[PROMPT] What is needed is a verbatim copy of the data, minus the pictures.
═══ DATA TO USE ═══
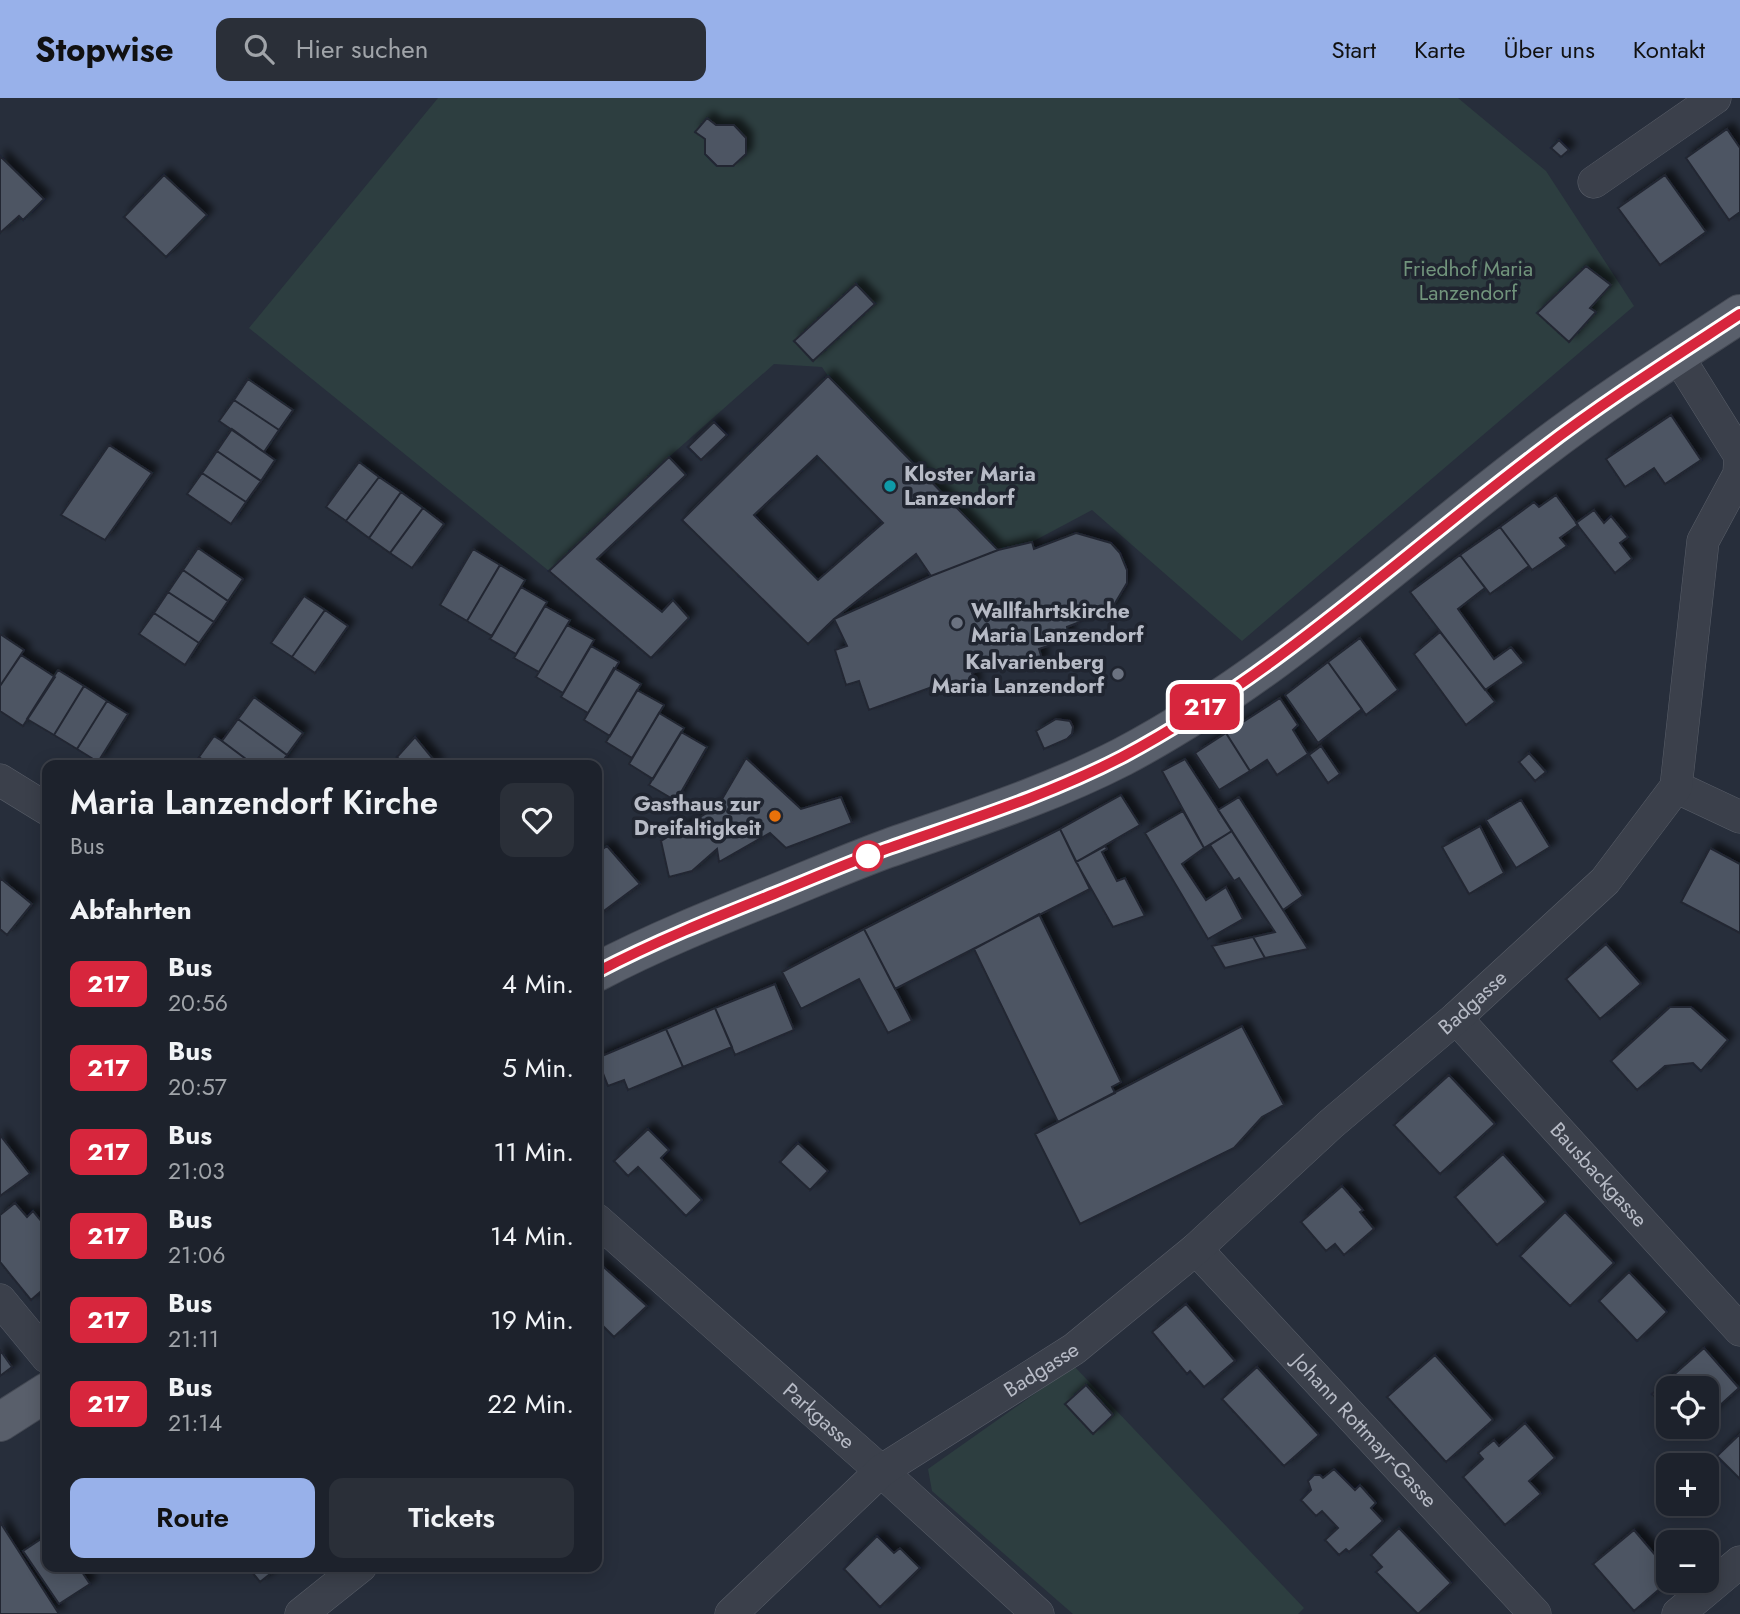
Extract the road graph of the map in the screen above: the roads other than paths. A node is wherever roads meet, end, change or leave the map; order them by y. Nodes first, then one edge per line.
1 (1715, 98) edge
2 (1594, 182) dead end
3 (1740, 314) edge
4 (1677, 355) junction
5 (0, 780) edge
6 (1676, 787) junction
7 (42, 806) edge
8 (1740, 817) edge
9 (602, 969) edge
10 (1456, 1018) junction
11 (602, 1224) edge
12 (1196, 1249) junction
13 (0, 1300) edge
14 (1740, 1330) edge
15 (42, 1351) edge
16 (42, 1395) edge
17 (0, 1422) edge
18 (881, 1471) junction
19 (1740, 1562) edge
20 (354, 1572) edge
21 (301, 1614) edge
22 (732, 1614) edge
23 (1038, 1614) edge
24 (1535, 1614) edge
25 (1678, 1614) edge

1 - 2 street
3 - 4 main road
4 - 6 street
4 - 9 main road
5 - 7 street
6 - 8 street
6 - 10 street, Badgasse
10 - 12 street, Badgasse
10 - 14 street, Bausbackgasse
11 - 18 street, Parkgasse
12 - 18 street, Badgasse
12 - 24 street, Johann Rottmayr-Gasse
13 - 15 street
16 - 17 main road
18 - 22 street, Badgasse
18 - 23 street, Parkgasse
19 - 25 street
20 - 21 street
═══
[FINISHED EXERCISE]
Extract the road graph of the map in the screen above: the roads other than paths. A node is wherever roads meet, end, change or leave the map; order them by y. Nodes first, then one edge per line.
1 (1715, 98) edge
2 (1594, 182) dead end
3 (1740, 314) edge
4 (1677, 355) junction
5 (0, 780) edge
6 (1676, 787) junction
7 (42, 806) edge
8 (1740, 817) edge
9 (602, 969) edge
10 (1456, 1018) junction
11 (602, 1224) edge
12 (1196, 1249) junction
13 (0, 1300) edge
14 (1740, 1330) edge
15 (42, 1351) edge
16 (42, 1395) edge
17 (0, 1422) edge
18 (881, 1471) junction
19 (1740, 1562) edge
20 (354, 1572) edge
21 (301, 1614) edge
22 (732, 1614) edge
23 (1038, 1614) edge
24 (1535, 1614) edge
25 (1678, 1614) edge

1 - 2 street
3 - 4 main road
4 - 6 street
4 - 9 main road
5 - 7 street
6 - 8 street
6 - 10 street, Badgasse
10 - 12 street, Badgasse
10 - 14 street, Bausbackgasse
11 - 18 street, Parkgasse
12 - 18 street, Badgasse
12 - 24 street, Johann Rottmayr-Gasse
13 - 15 street
16 - 17 main road
18 - 22 street, Badgasse
18 - 23 street, Parkgasse
19 - 25 street
20 - 21 street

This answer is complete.